Segment Start: INFORMATION GIVEN

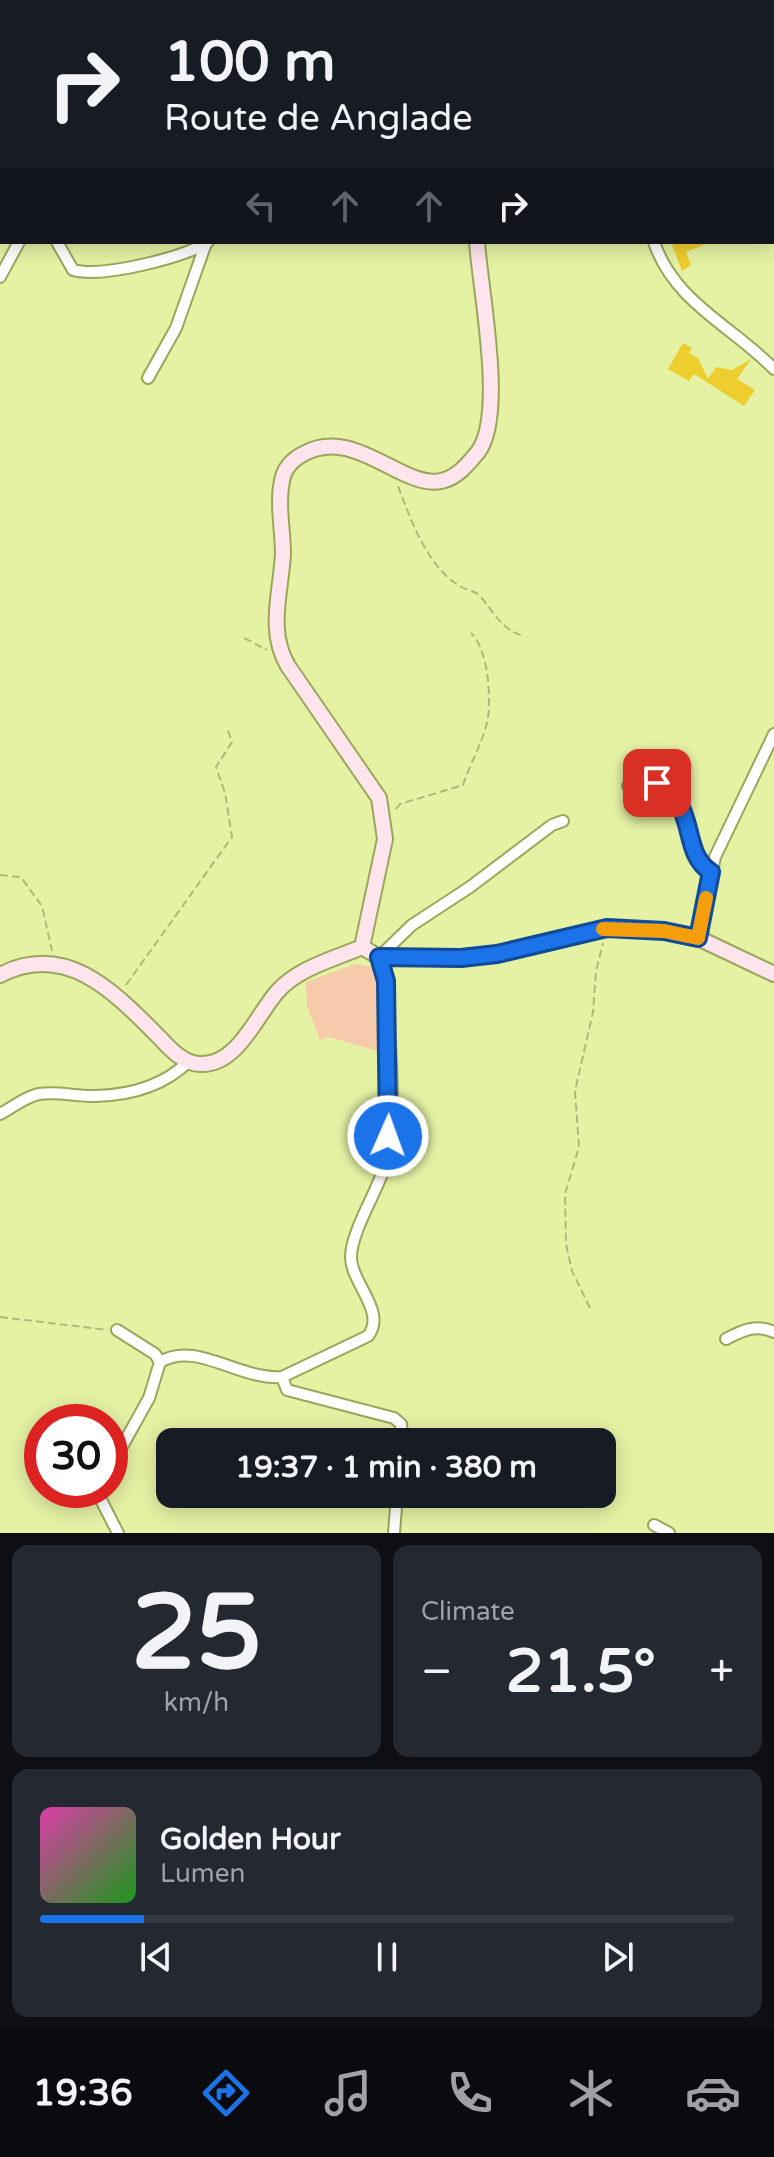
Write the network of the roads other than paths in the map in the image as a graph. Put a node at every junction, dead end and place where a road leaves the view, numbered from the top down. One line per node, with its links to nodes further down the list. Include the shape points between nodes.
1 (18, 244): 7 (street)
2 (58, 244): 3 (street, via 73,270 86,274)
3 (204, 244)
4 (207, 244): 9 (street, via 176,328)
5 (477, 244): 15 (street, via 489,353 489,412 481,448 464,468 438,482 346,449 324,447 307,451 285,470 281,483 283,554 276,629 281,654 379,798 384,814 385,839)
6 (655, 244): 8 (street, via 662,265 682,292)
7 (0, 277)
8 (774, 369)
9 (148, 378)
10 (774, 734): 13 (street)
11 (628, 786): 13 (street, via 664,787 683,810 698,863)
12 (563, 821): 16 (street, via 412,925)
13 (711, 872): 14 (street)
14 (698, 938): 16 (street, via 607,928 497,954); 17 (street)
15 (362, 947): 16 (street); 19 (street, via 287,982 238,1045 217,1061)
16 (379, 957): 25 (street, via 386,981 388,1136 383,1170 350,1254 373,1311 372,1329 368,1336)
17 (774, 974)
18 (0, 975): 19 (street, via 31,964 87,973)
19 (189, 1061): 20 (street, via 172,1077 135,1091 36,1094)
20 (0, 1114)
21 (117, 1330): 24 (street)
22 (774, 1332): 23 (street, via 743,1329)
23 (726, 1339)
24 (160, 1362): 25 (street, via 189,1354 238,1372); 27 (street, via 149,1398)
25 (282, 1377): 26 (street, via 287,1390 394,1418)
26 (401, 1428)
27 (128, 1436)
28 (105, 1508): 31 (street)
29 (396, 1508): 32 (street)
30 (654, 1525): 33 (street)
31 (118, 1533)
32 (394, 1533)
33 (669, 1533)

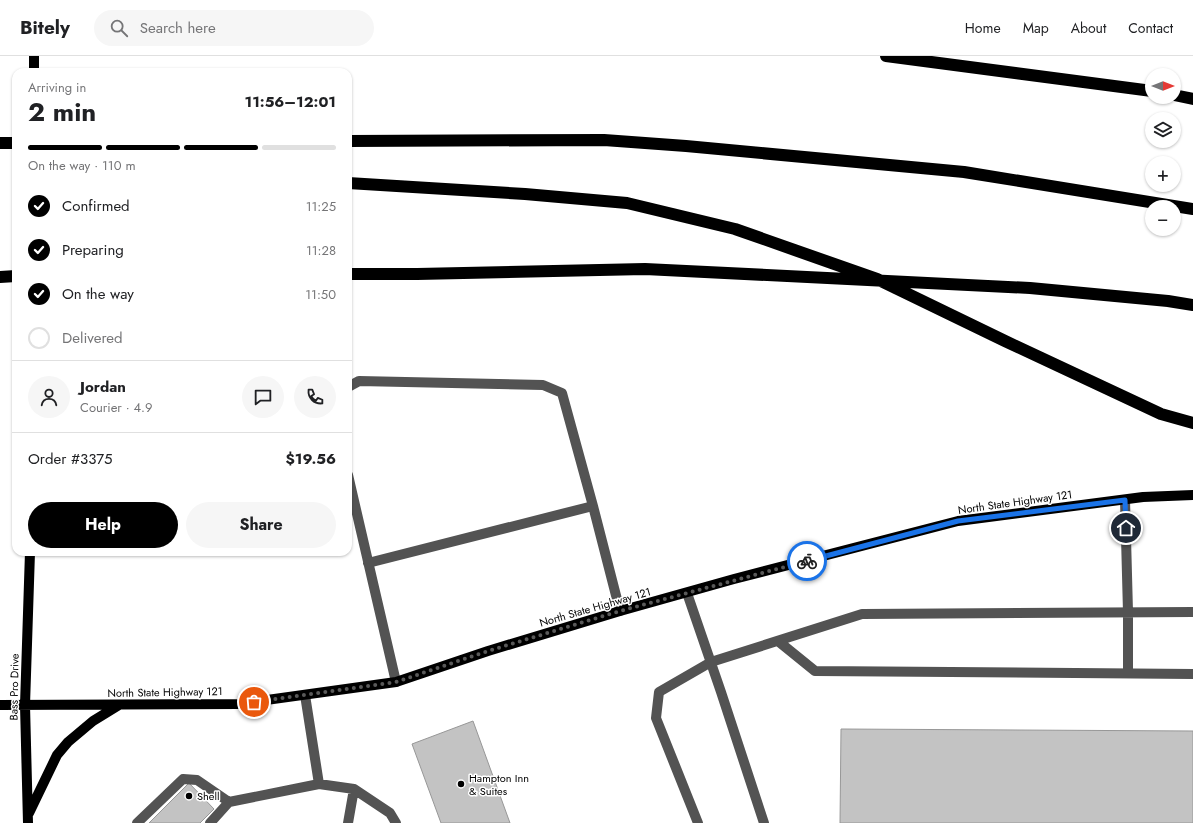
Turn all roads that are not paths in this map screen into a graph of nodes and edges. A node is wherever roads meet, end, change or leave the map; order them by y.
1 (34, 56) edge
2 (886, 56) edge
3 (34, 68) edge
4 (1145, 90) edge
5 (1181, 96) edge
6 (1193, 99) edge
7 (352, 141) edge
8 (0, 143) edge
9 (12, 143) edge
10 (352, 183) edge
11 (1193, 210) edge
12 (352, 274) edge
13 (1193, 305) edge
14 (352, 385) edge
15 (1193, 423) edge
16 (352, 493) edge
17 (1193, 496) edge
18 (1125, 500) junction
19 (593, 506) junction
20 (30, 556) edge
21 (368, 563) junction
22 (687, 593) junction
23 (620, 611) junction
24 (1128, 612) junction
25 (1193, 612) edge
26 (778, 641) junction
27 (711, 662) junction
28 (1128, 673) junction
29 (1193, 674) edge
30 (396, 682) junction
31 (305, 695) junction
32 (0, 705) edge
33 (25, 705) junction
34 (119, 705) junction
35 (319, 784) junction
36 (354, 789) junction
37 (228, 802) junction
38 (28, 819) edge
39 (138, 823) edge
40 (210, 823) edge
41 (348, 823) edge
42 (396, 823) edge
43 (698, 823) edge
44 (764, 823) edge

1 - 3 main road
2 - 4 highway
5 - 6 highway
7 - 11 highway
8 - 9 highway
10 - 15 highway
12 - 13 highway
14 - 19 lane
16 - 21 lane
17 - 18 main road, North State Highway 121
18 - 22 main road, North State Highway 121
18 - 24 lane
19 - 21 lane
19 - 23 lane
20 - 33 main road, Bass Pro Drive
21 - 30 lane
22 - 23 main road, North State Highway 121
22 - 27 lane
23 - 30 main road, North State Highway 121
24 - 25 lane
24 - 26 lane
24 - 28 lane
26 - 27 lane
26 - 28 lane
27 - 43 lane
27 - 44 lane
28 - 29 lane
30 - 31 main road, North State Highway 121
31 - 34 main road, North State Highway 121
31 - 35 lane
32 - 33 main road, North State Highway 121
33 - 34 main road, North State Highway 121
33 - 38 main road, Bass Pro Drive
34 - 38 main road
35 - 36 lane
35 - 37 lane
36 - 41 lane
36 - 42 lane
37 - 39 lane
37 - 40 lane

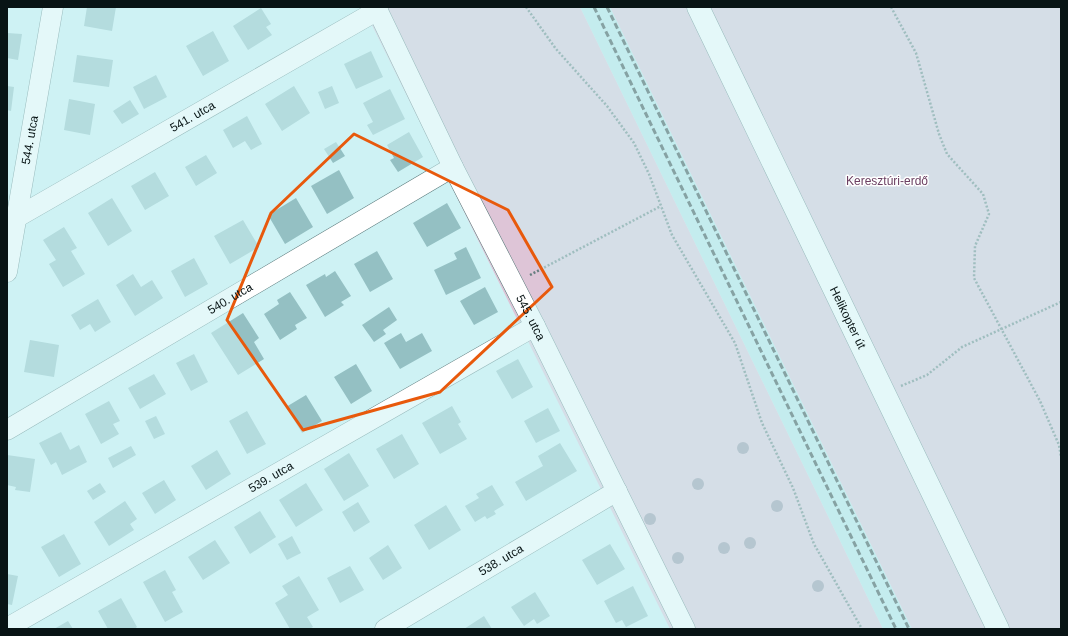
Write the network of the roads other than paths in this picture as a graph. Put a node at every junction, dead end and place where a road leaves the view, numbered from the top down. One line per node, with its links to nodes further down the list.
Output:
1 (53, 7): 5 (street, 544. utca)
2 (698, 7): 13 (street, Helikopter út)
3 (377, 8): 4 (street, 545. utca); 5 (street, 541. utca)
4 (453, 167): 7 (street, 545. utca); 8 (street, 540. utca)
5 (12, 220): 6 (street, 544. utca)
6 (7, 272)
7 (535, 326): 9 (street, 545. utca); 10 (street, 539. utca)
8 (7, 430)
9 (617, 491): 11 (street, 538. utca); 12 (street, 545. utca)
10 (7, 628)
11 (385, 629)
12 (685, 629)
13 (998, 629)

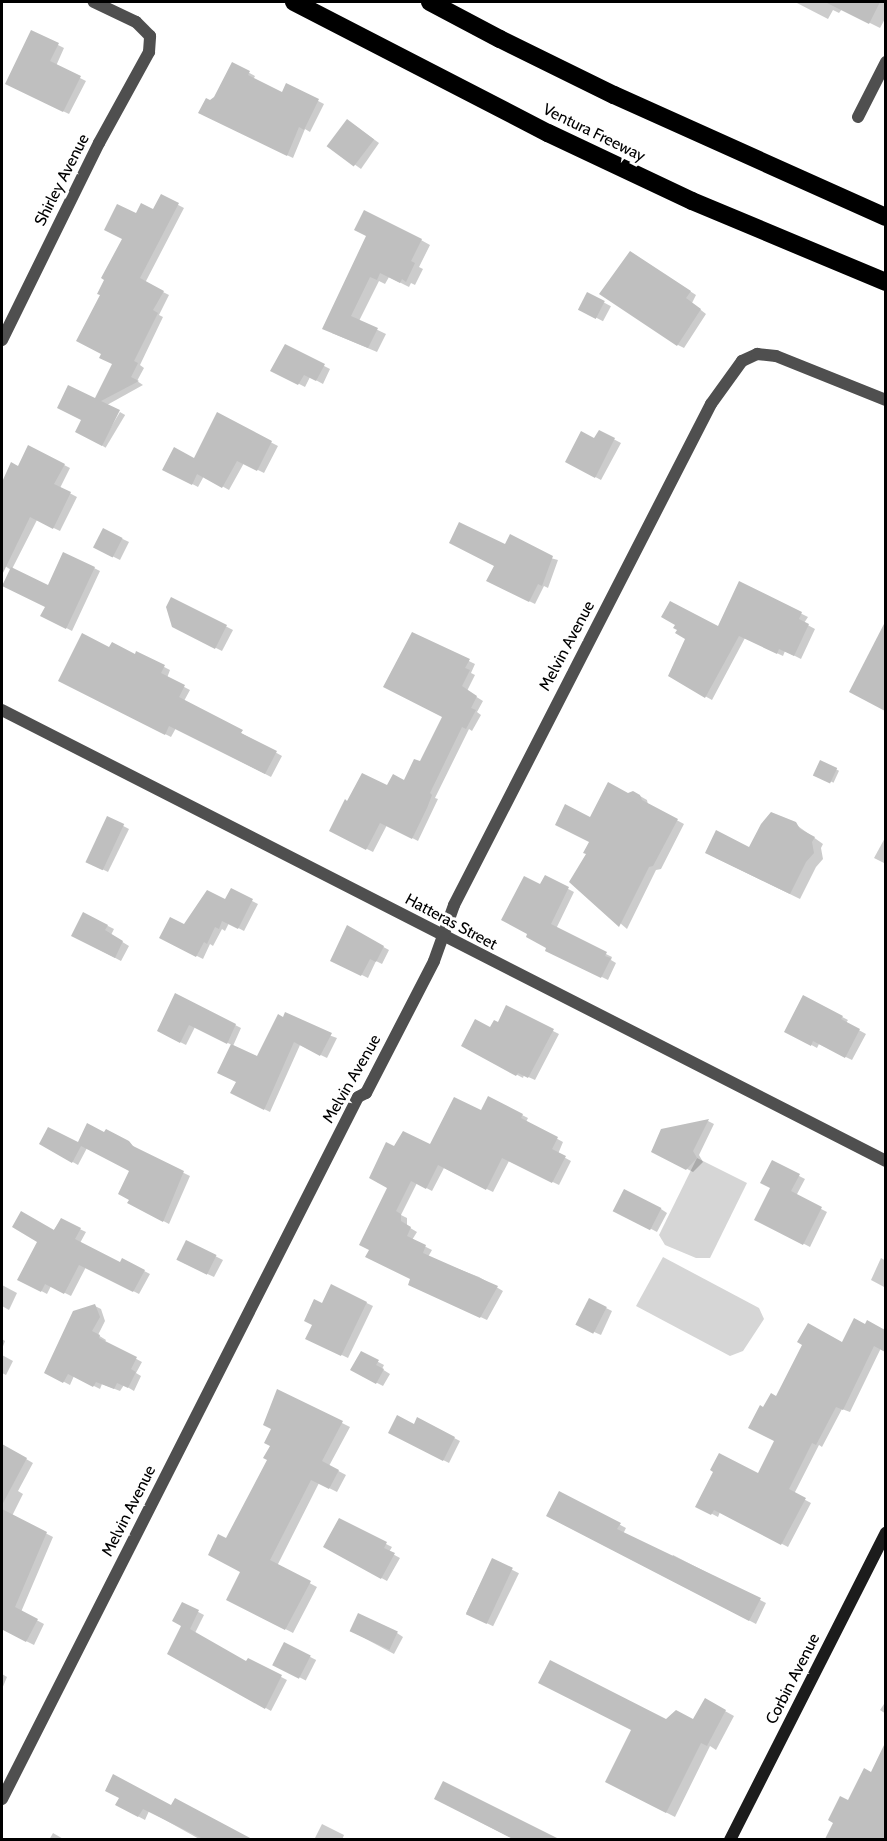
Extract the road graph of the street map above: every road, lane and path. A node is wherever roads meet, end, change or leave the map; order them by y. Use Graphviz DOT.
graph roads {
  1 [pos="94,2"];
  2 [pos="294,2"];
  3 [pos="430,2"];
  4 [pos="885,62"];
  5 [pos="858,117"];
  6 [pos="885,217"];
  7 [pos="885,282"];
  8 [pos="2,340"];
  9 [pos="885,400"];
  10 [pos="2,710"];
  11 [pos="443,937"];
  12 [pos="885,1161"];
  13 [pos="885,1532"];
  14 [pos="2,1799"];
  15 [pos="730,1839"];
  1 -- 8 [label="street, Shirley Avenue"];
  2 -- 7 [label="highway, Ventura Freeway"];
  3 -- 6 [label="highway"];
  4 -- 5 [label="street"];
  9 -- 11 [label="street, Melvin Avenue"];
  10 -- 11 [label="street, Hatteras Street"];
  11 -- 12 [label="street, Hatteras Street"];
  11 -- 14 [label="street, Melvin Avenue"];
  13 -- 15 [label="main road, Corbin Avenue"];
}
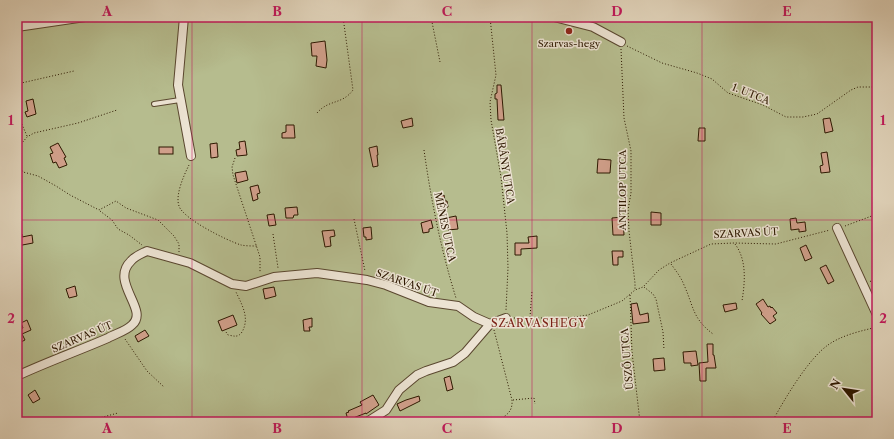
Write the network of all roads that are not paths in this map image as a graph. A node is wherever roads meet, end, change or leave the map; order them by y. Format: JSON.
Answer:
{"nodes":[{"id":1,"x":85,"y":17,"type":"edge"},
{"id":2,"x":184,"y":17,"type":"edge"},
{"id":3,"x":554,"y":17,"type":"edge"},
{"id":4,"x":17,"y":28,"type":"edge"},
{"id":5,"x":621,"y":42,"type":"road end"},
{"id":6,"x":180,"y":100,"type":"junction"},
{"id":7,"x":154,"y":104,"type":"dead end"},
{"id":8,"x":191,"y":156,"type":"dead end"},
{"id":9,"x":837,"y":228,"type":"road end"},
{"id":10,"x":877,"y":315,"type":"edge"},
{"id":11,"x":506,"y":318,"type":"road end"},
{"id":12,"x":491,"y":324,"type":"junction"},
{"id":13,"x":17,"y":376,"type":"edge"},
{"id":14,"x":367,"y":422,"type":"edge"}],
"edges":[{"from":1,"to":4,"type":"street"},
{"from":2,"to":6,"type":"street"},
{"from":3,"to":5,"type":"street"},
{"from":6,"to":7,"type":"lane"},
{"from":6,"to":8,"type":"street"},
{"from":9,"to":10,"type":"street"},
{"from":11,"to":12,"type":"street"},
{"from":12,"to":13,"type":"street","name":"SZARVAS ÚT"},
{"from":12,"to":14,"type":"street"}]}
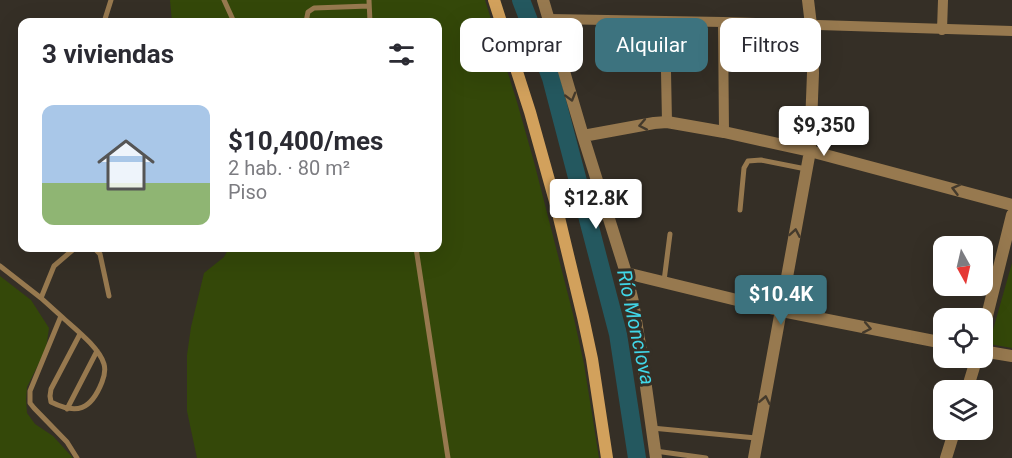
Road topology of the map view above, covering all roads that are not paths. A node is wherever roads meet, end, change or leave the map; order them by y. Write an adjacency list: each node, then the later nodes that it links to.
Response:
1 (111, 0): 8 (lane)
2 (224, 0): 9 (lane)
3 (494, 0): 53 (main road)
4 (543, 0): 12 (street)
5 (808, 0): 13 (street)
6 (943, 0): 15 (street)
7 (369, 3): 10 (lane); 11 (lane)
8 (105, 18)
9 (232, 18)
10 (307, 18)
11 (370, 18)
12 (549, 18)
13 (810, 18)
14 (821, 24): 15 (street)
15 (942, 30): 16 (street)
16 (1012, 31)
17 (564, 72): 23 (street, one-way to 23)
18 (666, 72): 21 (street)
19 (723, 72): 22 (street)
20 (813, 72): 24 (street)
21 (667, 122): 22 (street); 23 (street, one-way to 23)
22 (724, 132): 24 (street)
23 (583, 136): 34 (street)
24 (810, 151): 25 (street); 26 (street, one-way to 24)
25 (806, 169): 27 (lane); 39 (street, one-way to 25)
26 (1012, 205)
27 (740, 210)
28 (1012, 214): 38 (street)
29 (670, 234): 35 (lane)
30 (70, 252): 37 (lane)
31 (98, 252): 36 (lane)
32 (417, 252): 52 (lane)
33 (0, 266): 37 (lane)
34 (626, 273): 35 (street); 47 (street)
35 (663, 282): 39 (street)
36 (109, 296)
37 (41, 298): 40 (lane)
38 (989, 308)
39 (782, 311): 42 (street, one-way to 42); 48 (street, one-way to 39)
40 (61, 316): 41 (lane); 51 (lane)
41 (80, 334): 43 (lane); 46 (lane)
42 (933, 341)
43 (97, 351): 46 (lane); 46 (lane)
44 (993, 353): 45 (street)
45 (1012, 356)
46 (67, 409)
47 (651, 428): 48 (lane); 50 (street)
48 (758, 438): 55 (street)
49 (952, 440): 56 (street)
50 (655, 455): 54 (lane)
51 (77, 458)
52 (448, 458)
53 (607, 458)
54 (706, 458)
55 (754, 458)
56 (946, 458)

Segment End: INFORMATION GIVEN

(WORK INSTRUCTIONS) Copy each line above containing the string "dead".

(WRITTEN ANSWER)
Write the network of the roads other than paths in the map in the image as a graph. Put a node at every junction, dead end and place where a road leaves the view, numbered from the top down. One line per node, with its links to nodes further down the list. Include the shape points between nodes.
Write the network of the roads other than paths in this picture as a graph. Put a node at every junction, dead end and place where a road leaves the view, numbered from the top down. One line per node, with its links to nodes further down the list.
{"id":7,"x":154,"y":104,"type":"dead end"},
{"id":8,"x":191,"y":156,"type":"dead end"},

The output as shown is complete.